Copy the following listing word for word.

'''

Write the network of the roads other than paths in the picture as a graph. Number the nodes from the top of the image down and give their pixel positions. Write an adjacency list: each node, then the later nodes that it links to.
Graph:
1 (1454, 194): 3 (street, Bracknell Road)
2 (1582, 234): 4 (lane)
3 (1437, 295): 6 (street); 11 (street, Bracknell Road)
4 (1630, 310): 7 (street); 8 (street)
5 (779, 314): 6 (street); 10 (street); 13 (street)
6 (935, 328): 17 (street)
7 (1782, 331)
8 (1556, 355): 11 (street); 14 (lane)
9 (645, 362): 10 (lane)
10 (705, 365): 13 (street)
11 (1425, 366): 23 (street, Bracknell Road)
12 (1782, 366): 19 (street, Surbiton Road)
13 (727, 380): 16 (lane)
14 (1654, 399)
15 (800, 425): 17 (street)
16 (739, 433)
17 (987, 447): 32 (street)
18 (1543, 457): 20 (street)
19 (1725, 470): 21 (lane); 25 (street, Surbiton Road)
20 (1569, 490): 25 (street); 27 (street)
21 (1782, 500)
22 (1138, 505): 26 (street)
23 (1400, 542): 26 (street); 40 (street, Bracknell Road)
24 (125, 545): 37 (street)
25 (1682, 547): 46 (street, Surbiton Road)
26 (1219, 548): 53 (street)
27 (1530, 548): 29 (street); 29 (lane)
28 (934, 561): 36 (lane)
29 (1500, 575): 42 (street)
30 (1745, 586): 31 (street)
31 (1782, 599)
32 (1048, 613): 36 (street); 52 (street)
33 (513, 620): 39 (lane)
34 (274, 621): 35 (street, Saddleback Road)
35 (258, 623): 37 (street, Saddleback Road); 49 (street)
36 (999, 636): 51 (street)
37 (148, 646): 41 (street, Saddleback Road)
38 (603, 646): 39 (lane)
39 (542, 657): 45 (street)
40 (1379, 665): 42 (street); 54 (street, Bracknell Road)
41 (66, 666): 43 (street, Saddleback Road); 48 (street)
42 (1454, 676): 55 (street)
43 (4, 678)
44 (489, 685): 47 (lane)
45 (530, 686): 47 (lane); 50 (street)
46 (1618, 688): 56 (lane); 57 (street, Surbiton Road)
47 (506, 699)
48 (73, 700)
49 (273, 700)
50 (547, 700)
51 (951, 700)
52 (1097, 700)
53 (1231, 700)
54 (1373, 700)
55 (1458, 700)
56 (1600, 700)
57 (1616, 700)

'''

* **The answer**
Write the network of the roads other than paths in the picture as a graph. Number the nodes from the top of the image down and give their pixel positions. Write an adjacency list: each node, then the later nodes that it links to.
Graph:
1 (1454, 194): 3 (street, Bracknell Road)
2 (1582, 234): 4 (lane)
3 (1437, 295): 6 (street); 11 (street, Bracknell Road)
4 (1630, 310): 7 (street); 8 (street)
5 (779, 314): 6 (street); 10 (street); 13 (street)
6 (935, 328): 17 (street)
7 (1782, 331)
8 (1556, 355): 11 (street); 14 (lane)
9 (645, 362): 10 (lane)
10 (705, 365): 13 (street)
11 (1425, 366): 23 (street, Bracknell Road)
12 (1782, 366): 19 (street, Surbiton Road)
13 (727, 380): 16 (lane)
14 (1654, 399)
15 (800, 425): 17 (street)
16 (739, 433)
17 (987, 447): 32 (street)
18 (1543, 457): 20 (street)
19 (1725, 470): 21 (lane); 25 (street, Surbiton Road)
20 (1569, 490): 25 (street); 27 (street)
21 (1782, 500)
22 (1138, 505): 26 (street)
23 (1400, 542): 26 (street); 40 (street, Bracknell Road)
24 (125, 545): 37 (street)
25 (1682, 547): 46 (street, Surbiton Road)
26 (1219, 548): 53 (street)
27 (1530, 548): 29 (street); 29 (lane)
28 (934, 561): 36 (lane)
29 (1500, 575): 42 (street)
30 (1745, 586): 31 (street)
31 (1782, 599)
32 (1048, 613): 36 (street); 52 (street)
33 (513, 620): 39 (lane)
34 (274, 621): 35 (street, Saddleback Road)
35 (258, 623): 37 (street, Saddleback Road); 49 (street)
36 (999, 636): 51 (street)
37 (148, 646): 41 (street, Saddleback Road)
38 (603, 646): 39 (lane)
39 (542, 657): 45 (street)
40 (1379, 665): 42 (street); 54 (street, Bracknell Road)
41 (66, 666): 43 (street, Saddleback Road); 48 (street)
42 (1454, 676): 55 (street)
43 (4, 678)
44 (489, 685): 47 (lane)
45 (530, 686): 47 (lane); 50 (street)
46 (1618, 688): 56 (lane); 57 (street, Surbiton Road)
47 (506, 699)
48 (73, 700)
49 (273, 700)
50 (547, 700)
51 (951, 700)
52 (1097, 700)
53 (1231, 700)
54 (1373, 700)
55 (1458, 700)
56 (1600, 700)
57 (1616, 700)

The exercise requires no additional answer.